Windowsを起動すると画面解像度が可変で描画がキビキビ、ネットワークOK、マウスのwheelはmacOS準拠へ
デバイスマネージャーとディスクマネージャ
Geekbench 5の結果はSingle 1,478、Multi 4,809
x86/32bitアプリ(WinSCP)、x64/64bitアプリ(秀丸64bit版)も動く

 デバイスマネージャを見ると、ディスクは「QEMU NVMe Ctrl」、ディスプレイアダプタは「Red Hat VirtlO GPU DOD」、ネットワークは「Red Hat VirtlO Ethernet Adapter」、USBも3.0に対応しているのがわかる。またストレージはC:ドライブに約64GB割り当てられているが、macOS上のUTM関連ファイルは~/Library/Containers/com.utmapp.UTM/Data/Documents/以下にある。

 試しにとGeekbench 5を実行(AArch64)したところSingle 1,478、Multi 4,809。Intel Core i7-1165G7が1,378/4,505なので、これより速い感じか。Google Octane 2.0@Edgeは52,717。ホスト側だと67,825@Chrome。

 またArm版のWindows 10では結局x64は未対応でx86のみの対応だったが、Windows 11ではx64にも対応となった。従って32bit版のWinSCPはもちろん、秀丸の64bit版もご覧のように作動する。この違いは結構大きく、Adobe系など大型アプリがArm版Windows 11で使えるようになる。

 UTMとは無関係だが、ベースがUS版Windows 11で日本語UI及び日本語キーボードを使う方法は、設定 > 時刻と言語 > 言語と地域で日本語を追加。Windowsの表示言語を日本語へ。右側にある“…”をクリックし言語のオプション、キーボードのキーボードレイアウトを106/109キーに変更すればよい。

 さて冒頭にArm版Windowsは単体販売していないと書いたが、実はこのWindows 11 on ARM Insider PreviewはPro用のキーでアクティベーションできる。Insider Preview版とは言え、これは売ってるのと変わらないと思うのは筆者だけだろうか!?(笑)

Windows 11 on ARM Insider PreviewはPro用のキーでアクティベーション可能

 最後にUTMのGalleryには、Arm版Windows 11も含め、ArchLinux ARM、Debian 10.4 (Minimal)……など、いろいろなOSを掲載している。
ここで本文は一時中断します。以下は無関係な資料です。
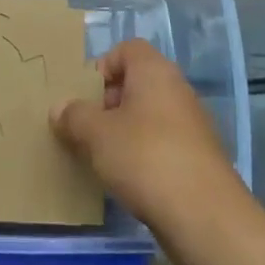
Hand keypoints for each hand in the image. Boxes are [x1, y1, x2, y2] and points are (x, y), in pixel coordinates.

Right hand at [50, 39, 236, 228]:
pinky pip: (163, 142)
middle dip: (109, 102)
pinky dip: (144, 153)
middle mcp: (178, 90)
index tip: (86, 96)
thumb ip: (74, 116)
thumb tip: (60, 108)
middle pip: (137, 82)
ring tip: (104, 157)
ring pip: (149, 115)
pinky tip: (130, 178)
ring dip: (125, 130)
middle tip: (89, 128)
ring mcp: (192, 124)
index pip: (127, 49)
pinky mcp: (199, 157)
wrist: (204, 215)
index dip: (103, 66)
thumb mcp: (96, 134)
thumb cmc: (145, 157)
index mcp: (155, 71)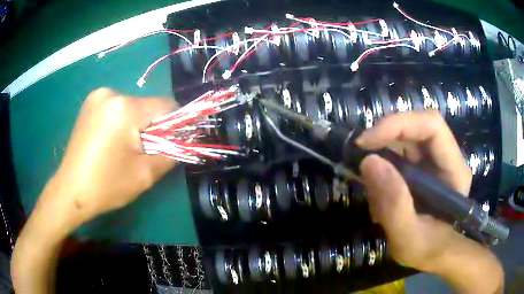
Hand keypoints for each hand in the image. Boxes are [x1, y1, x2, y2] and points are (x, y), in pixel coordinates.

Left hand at [12, 88, 177, 293]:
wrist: (70, 191)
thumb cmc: (106, 185)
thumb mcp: (145, 174)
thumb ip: (171, 153)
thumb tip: (184, 141)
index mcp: (124, 109)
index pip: (166, 105)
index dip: (176, 123)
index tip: (173, 142)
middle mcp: (111, 94)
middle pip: (147, 106)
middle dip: (153, 127)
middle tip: (145, 152)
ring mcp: (97, 96)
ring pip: (132, 107)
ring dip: (136, 125)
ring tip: (124, 149)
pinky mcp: (90, 103)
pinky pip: (117, 108)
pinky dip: (122, 122)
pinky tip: (111, 141)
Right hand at [356, 111, 471, 272]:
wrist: (433, 253)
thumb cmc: (426, 249)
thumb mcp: (408, 238)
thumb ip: (394, 205)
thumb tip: (368, 162)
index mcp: (454, 169)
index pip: (431, 126)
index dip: (398, 125)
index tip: (365, 142)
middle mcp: (447, 156)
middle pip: (416, 126)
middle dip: (385, 140)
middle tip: (361, 161)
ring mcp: (434, 159)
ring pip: (404, 139)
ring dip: (382, 158)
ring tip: (374, 194)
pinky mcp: (422, 165)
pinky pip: (399, 153)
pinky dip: (383, 169)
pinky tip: (380, 195)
またQEMUはCPUのエミュレーションも含まれているので、Arm以外のReactOS 0.4.14@x64や、 Sun Solaris 9@SPARCも実行可能らしく一覧にある。

 試しにSun Solaris 9を動かしたところ(サイトからSun Solaris 9を選び、Open in UTMをクリック、ダウンロード後実行するだけ)見事に起動! ちょっと感動してしまった。他にもいろいろあるので興味のある人は是非試してほしい。中でもOpen in UTMのあるOSは起動も楽だ。

Sun Solaris 9を起動。OKが出たらboot disk0を入力
user nameはrootでログイン。動いた♪懐かしい……(笑)

 今回はUTMを使ってArm版Windows 11をM1 Mac上で作動させた。思いのほか普通に動くので筆者自身が一番驚いている。

 もちろんWindows Insider Preview版と言うことで、本格的に使うのは少しリスキーだが、これは商用のParallels Desktopでも同じこと。M1 MacでArm版Windows 11を動かすとどんな感じなのか知りたい人に是非試してほしい仮想化ツールと言えよう。